Fiona Harper, secretary of the SJIB, said: “This has been another exceptional year and it is encouraging to see a healthy pipeline of apprentices and adult trainees wanting to learn the skills required to power the electrical future that awaits us all.
“Employers should also be saluted for continuing to nurture and encourage young electrical talent and help them along the path to a highly-rewarding career.
“There remain many challenges for the construction industry, but it is heartening that the demand for electrical apprenticeships, and the willingness of employers to make them available, continues to grow.”
Anne Galbraith, CEO at SECTT, which manages training on behalf of the SJIB, said: “This is another encouraging development which contributes to the determination of the industry in Scotland to tackle the UK-wide skills shortage.
“Colleges and training centres are to be applauded for increasing capacity and offering staggered start dates to accommodate demand. They have been doing great work in helping students embrace all the modern technologies which will play such a huge part in a greener and more sustainable future.
“Equally, the quality and diversity of apprentices has been gratifyingly high, and it is particularly encouraging to see a growing cohort of female apprentices and an increase in those with a disability, making their distinct contribution to the growth of the sector.”

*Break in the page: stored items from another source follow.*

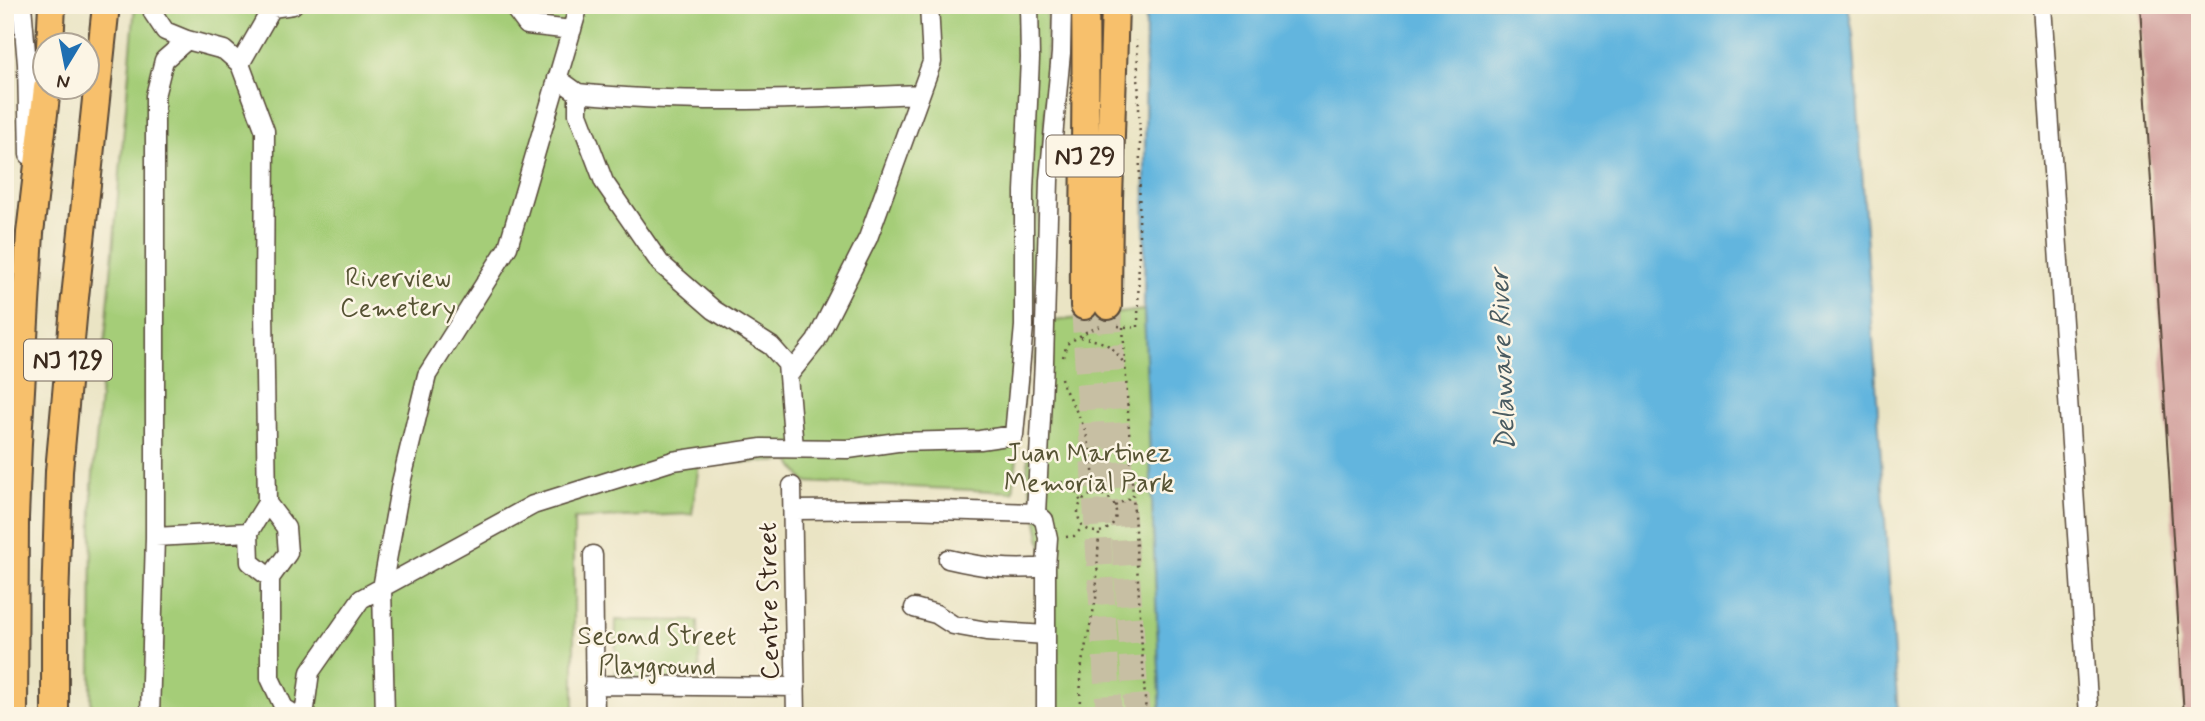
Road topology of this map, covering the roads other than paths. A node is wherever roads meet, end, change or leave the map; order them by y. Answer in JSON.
{"nodes":[{"id":1,"x":22,"y":5,"type":"edge"},
{"id":2,"x":52,"y":5,"type":"edge"},
{"id":3,"x":106,"y":5,"type":"edge"},
{"id":4,"x":153,"y":5,"type":"edge"},
{"id":5,"x":293,"y":5,"type":"edge"},
{"id":6,"x":512,"y":5,"type":"edge"},
{"id":7,"x":579,"y":5,"type":"edge"},
{"id":8,"x":929,"y":5,"type":"edge"},
{"id":9,"x":1028,"y":5,"type":"edge"},
{"id":10,"x":1062,"y":5,"type":"edge"},
{"id":11,"x":1085,"y":5,"type":"edge"},
{"id":12,"x":1115,"y":5,"type":"edge"},
{"id":13,"x":2042,"y":5,"type":"edge"},
{"id":14,"x":271,"y":7,"type":"edge"},
{"id":15,"x":572,"y":30,"type":"junction"},
{"id":16,"x":51,"y":32,"type":"edge"},
{"id":17,"x":187,"y":40,"type":"junction"},
{"id":18,"x":240,"y":64,"type":"junction"},
{"id":19,"x":557,"y":78,"type":"junction"},
{"id":20,"x":578,"y":93,"type":"junction"},
{"id":21,"x":920,"y":94,"type":"junction"},
{"id":22,"x":45,"y":102,"type":"edge"},
{"id":23,"x":30,"y":233,"type":"junction"},
{"id":24,"x":788,"y":376,"type":"junction"},
{"id":25,"x":794,"y":448,"type":"junction"},
{"id":26,"x":792,"y":486,"type":"dead end"},
{"id":27,"x":267,"y":503,"type":"junction"},
{"id":28,"x":1037,"y":509,"type":"junction"},
{"id":29,"x":794,"y":510,"type":"junction"},
{"id":30,"x":249,"y":531,"type":"junction"},
{"id":31,"x":155,"y":537,"type":"junction"},
{"id":32,"x":593,"y":555,"type":"dead end"},
{"id":33,"x":948,"y":559,"type":"dead end"},
{"id":34,"x":1046,"y":567,"type":"junction"},
{"id":35,"x":270,"y":578,"type":"junction"},
{"id":36,"x":382,"y":588,"type":"junction"},
{"id":37,"x":914,"y":608,"type":"dead end"},
{"id":38,"x":1046,"y":635,"type":"junction"},
{"id":39,"x":594,"y":685,"type":"junction"},
{"id":40,"x":796,"y":687,"type":"junction"},
{"id":41,"x":14,"y":716,"type":"edge"},
{"id":42,"x":55,"y":716,"type":"edge"},
{"id":43,"x":150,"y":716,"type":"edge"},
{"id":44,"x":297,"y":716,"type":"edge"},
{"id":45,"x":304,"y":716,"type":"edge"},
{"id":46,"x":385,"y":716,"type":"edge"},
{"id":47,"x":594,"y":716,"type":"edge"},
{"id":48,"x":796,"y":716,"type":"edge"},
{"id":49,"x":1046,"y":716,"type":"edge"},
{"id":50,"x":2089,"y":716,"type":"edge"}],
"edges":[{"from":1,"to":23,"type":"street","number":"NJ 129"},
{"from":2,"to":16,"type":"highway"},
{"from":3,"to":42,"type":"highway","number":"NJ 129"},
{"from":4,"to":17,"type":"street"},
{"from":5,"to":14,"type":"street"},
{"from":6,"to":15,"type":"street"},
{"from":7,"to":15,"type":"street"},
{"from":8,"to":21,"type":"street"},
{"from":9,"to":25,"type":"street"},
{"from":10,"to":28,"type":"street"},
{"from":11,"to":12,"type":"highway","number":"NJ 29"},
{"from":13,"to":50,"type":"street"},
{"from":14,"to":18,"type":"street"},
{"from":15,"to":19,"type":"street"},
{"from":17,"to":18,"type":"street"},
{"from":17,"to":31,"type":"street"},
{"from":18,"to":27,"type":"street"},
{"from":19,"to":20,"type":"street"},
{"from":19,"to":36,"type":"street"},
{"from":20,"to":21,"type":"street"},
{"from":20,"to":24,"type":"street"},
{"from":21,"to":24,"type":"street"},
{"from":22,"to":23,"type":"highway"},
{"from":23,"to":41,"type":"highway","number":"NJ 129"},
{"from":24,"to":25,"type":"street"},
{"from":25,"to":36,"type":"street"},
{"from":26,"to":29,"type":"street","name":"Centre Street"},
{"from":27,"to":30,"type":"street"},
{"from":27,"to":35,"type":"street"},
{"from":28,"to":29,"type":"street"},
{"from":28,"to":34,"type":"street"},
{"from":29,"to":40,"type":"street","name":"Centre Street"},
{"from":30,"to":31,"type":"street"},
{"from":30,"to":35,"type":"street"},
{"from":31,"to":43,"type":"street"},
{"from":32,"to":39,"type":"street"},
{"from":33,"to":34,"type":"street"},
{"from":34,"to":38,"type":"street"},
{"from":35,"to":44,"type":"street"},
{"from":36,"to":45,"type":"street"},
{"from":36,"to":46,"type":"street"},
{"from":37,"to":38,"type":"street"},
{"from":38,"to":49,"type":"street"},
{"from":39,"to":40,"type":"street"},
{"from":39,"to":47,"type":"street"},
{"from":40,"to":48,"type":"street","name":"Centre Street"}]}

The new 2022 intake is the highest figure for 13 years and comes after a total of 817 new entrants to the industry were recruited in 2021 – up 35% on the 2020 intake during the height of the pandemic.
Ms Harper, who is also director of employment & skills at electrical trade association SELECT, added: “This improved intake illustrates yet again that people recognise the future is electric and also understand that their personal prospects will be brighter if they are part of a sector that is going to play a key part in all our lives.
“The industry has been concerned for some time about skills shortages as the demand for qualified electricians accelerates, and the enthusiasm and dedication of these new recruits goes a long way to easing these fears and suggesting that there is a real appetite to learn leading edge skills.”